Instructions to follow —
Where in the data below does the word "küçəsi" appear? Copy every line that has it.

================================

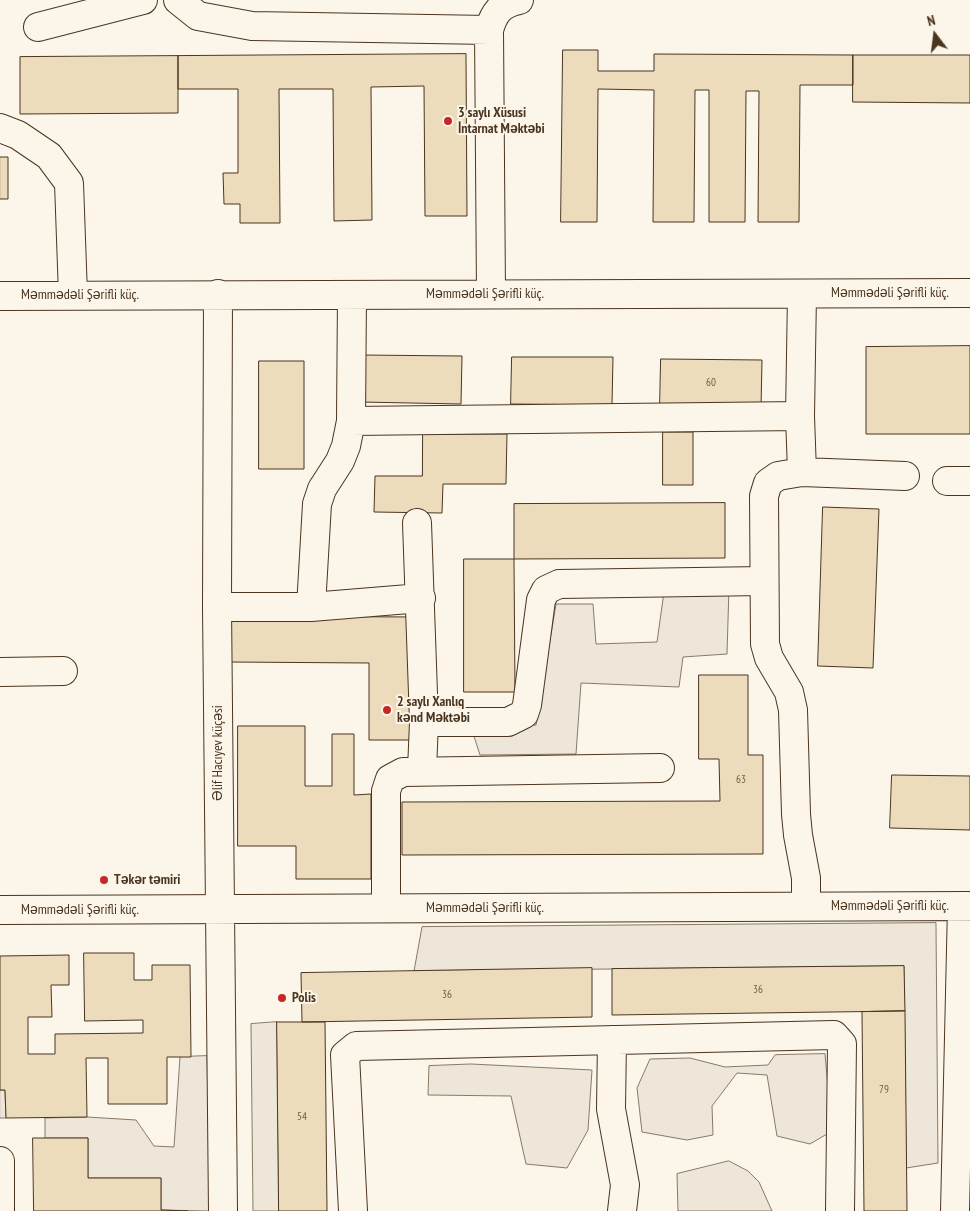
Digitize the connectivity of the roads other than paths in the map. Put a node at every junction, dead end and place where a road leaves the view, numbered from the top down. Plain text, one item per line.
1 (142, 0) edge
2 (178, 0) edge
3 (519, 0) edge
4 (38, 27) dead end
5 (488, 30) junction
6 (0, 128) edge
7 (970, 293) edge
8 (218, 294) junction
9 (352, 294) junction
10 (491, 294) junction
11 (802, 294) junction
12 (73, 295) junction
13 (0, 296) edge
14 (800, 416) junction
15 (351, 421) junction
16 (802, 472) junction
17 (905, 476) dead end
18 (417, 523) dead end
19 (764, 581) junction
20 (420, 598) junction
21 (217, 607) junction
22 (311, 607) junction
23 (63, 671) dead end
24 (0, 672) edge
25 (424, 722) junction
26 (660, 768) dead end
27 (422, 770) junction
28 (806, 906) junction
29 (966, 906) edge
30 (386, 908) junction
31 (220, 909) junction
32 (0, 910) edge
33 (612, 1040) junction
34 (964, 1089) edge
35 (0, 1161) edge
36 (0, 1211) edge
37 (223, 1211) edge
38 (353, 1211) edge
39 (622, 1211) edge
40 (840, 1211) edge
41 (955, 1211) edge

1 - 4 street
2 - 5 street
3 - 5 street
5 - 10 street
6 - 12 street
7 - 11 street, Məmmədəli Şərifli küç.
8 - 9 street, Məmmədəli Şərifli küç.
8 - 12 street, Məmmədəli Şərifli küç.
8 - 21 street, Əlif Hacıyev küçəsi
9 - 10 street, Məmmədəli Şərifli küç.
9 - 15 street
10 - 11 street, Məmmədəli Şərifli küç.
11 - 14 street
12 - 13 street, Məmmədəli Şərifli küç.
14 - 15 street
14 - 16 street
15 - 22 street
16 - 17 street
16 - 19 street
18 - 20 street
19 - 25 street
19 - 28 street
20 - 22 street
20 - 25 street
21 - 22 street
21 - 31 street, Əlif Hacıyev küçəsi
23 - 24 street
25 - 27 street
26 - 27 street
27 - 30 street
28 - 29 street, Məmmədəli Şərifli küç.
28 - 30 street, Məmmədəli Şərifli küç.
29 - 34 street
30 - 31 street, Məmmədəli Şərifli küç.
31 - 32 street, Məmmədəli Şərifli küç.
31 - 37 street, Əlif Hacıyev küçəsi
33 - 38 street
33 - 39 street
33 - 40 street
34 - 41 street
35 - 36 street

================================

Answer space —
8 - 21 street, Əlif Hacıyev küçəsi
21 - 31 street, Əlif Hacıyev küçəsi
31 - 37 street, Əlif Hacıyev küçəsi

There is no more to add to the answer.